Nitrate–nitrogen presents in lake water and holds significant importance as a predominant N form therein. Denitrification is the main removal mechanism, markedly influenced by seasonal variations [40,41,42]. In the study area, nitrate–nitrogen content accounted for 70.25% of TN in winter, exhibiting considerable variation among sampling sites A, B, and C, whereas it approached zero during summer. This suggests pronounced seasonal fluctuations and spatial heterogeneity in the nitrate–nitrogen content across all water samples. During winter, when the water flows from C to A, the average concentration of nitrate–nitrogen in the water decreases by 83.6%. It can be seen that the constructed wetland has a certain effect on the removal of nitrate–nitrogen from the water in winter, and this conclusion is reflected in various constructed wetlands [43,44,45]. In addition, the correlation between site classification and individual water quality indexes in this study (Figure 7) can also indicate the impact of constructed wetlands on TN and nitrate–nitrogen removal from water. The results indicate a significant correlation (p < 0.01) between the presence of constructed wetlands and the content of TN, particularly with N present in the form of nitrate–nitrogen. It can be seen that the removal efficiency of constructed wetlands on TN primarily manifests through its influence on nitrate–nitrogen. Besides external inputs, a portion of the nitrate–nitrogen in water originates from the nitrification of sediment organic nitrogen [46,47]. Nitrate–nitrogen content in the study area initially decreased and then increased with water depth at the three sites. The elevated concentration observed at the bottom of the water corroborates the sediment’s contribution to the aquatic environment. Therefore, to reduce the input of sediments, it is imperative to rigorously control nitrate–nitrogen content at the water inlet during winter while minimizing disturbance to the aquatic sediment.

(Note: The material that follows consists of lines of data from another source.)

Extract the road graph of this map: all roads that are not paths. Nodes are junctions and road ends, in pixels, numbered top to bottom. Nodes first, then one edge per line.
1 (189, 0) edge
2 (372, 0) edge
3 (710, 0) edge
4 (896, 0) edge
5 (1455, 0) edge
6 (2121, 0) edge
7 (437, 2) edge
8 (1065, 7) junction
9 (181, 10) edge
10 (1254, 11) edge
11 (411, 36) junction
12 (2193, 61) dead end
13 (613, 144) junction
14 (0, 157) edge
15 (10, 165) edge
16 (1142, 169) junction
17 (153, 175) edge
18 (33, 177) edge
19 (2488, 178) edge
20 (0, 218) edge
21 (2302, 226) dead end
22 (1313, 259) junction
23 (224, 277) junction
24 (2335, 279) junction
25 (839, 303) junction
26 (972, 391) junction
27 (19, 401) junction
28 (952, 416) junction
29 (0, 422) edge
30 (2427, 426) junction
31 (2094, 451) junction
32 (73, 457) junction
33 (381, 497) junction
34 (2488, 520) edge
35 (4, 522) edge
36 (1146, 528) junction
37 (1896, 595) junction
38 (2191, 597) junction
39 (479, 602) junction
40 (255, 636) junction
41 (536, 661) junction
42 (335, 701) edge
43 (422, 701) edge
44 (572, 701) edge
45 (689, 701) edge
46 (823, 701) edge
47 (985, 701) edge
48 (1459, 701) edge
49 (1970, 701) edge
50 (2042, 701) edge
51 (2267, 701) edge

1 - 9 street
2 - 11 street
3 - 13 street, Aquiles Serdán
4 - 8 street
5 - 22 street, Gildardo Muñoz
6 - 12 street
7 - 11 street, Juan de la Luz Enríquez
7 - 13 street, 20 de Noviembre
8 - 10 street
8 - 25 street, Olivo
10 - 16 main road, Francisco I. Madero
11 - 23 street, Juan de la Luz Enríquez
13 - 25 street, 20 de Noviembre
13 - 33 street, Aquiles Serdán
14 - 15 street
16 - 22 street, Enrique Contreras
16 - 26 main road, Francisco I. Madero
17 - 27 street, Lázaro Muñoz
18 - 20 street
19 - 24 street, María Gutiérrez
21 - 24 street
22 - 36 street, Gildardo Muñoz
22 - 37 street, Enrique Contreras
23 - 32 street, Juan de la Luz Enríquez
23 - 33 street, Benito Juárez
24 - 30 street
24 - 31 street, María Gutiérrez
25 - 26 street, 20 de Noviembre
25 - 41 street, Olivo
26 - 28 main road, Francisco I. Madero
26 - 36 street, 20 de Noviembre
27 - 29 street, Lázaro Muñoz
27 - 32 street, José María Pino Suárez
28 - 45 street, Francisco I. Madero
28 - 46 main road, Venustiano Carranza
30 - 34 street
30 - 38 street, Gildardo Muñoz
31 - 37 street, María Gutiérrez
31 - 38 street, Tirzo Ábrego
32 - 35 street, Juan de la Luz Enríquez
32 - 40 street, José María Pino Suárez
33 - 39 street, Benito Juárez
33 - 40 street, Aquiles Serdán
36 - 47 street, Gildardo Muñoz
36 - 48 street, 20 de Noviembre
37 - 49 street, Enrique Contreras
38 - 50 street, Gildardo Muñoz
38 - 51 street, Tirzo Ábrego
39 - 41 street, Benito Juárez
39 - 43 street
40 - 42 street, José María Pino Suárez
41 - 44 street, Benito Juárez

Nitrite–nitrogen serves as an intermediary product within the N cycle’s oxidation–reduction pathways. Aquatic environments can yield nitrite–nitrogen under both aerobic and anaerobic conditions: aerobic conditions facilitate the conversion of ammonia to nitrite–nitrogen, which subsequently oxidizes to nitrate–nitrogen, whereas anaerobic conditions prompt denitrification of nitrate–nitrogen into nitrite–nitrogen, ultimately resulting in N2 [48]. Therefore, the accumulation of nitrite–nitrogen in water bodies hinges on the equilibrium between formation and conversion rates during nitrification and denitrification processes. In this study, nitrite–nitrogen content is notably low during winter but significantly escalates during summer, underscoring a marked seasonal fluctuation in its accumulation. Furthermore, additional correlation analysis (Figure 7) reveals a significant positive correlation between the nitrite–nitrogen content and seasons (p < 0.01). Previous studies have revealed that low temperatures weaken nitrate–nitrogen accumulation, which is very limited below 20 °C, until above 20 °C, when the concentration of nitrate–nitrogen accumulation increases significantly with increasing temperature [49,50]. Consequently, the effect of season on nitrite–nitrogen accumulation is modulated through water temperature, with nitrite–nitrogen accumulation increasing in summer due to higher water temperatures and the opposite in winter. Previous studies have shown a strong linear relationship between light and ammonia oxidation inhibition. It is highly probable that light causes damage to key ammonia oxidases and reduces nitrite nitrogen levels. The light intensity at the bottom of the water in the study area was weak and nitrite nitrogen was affected to a lesser extent [51]. Therefore, vertically, nitrite–nitrogen tends to accumulate more in the bottom layer of water, especially at B and C in summer.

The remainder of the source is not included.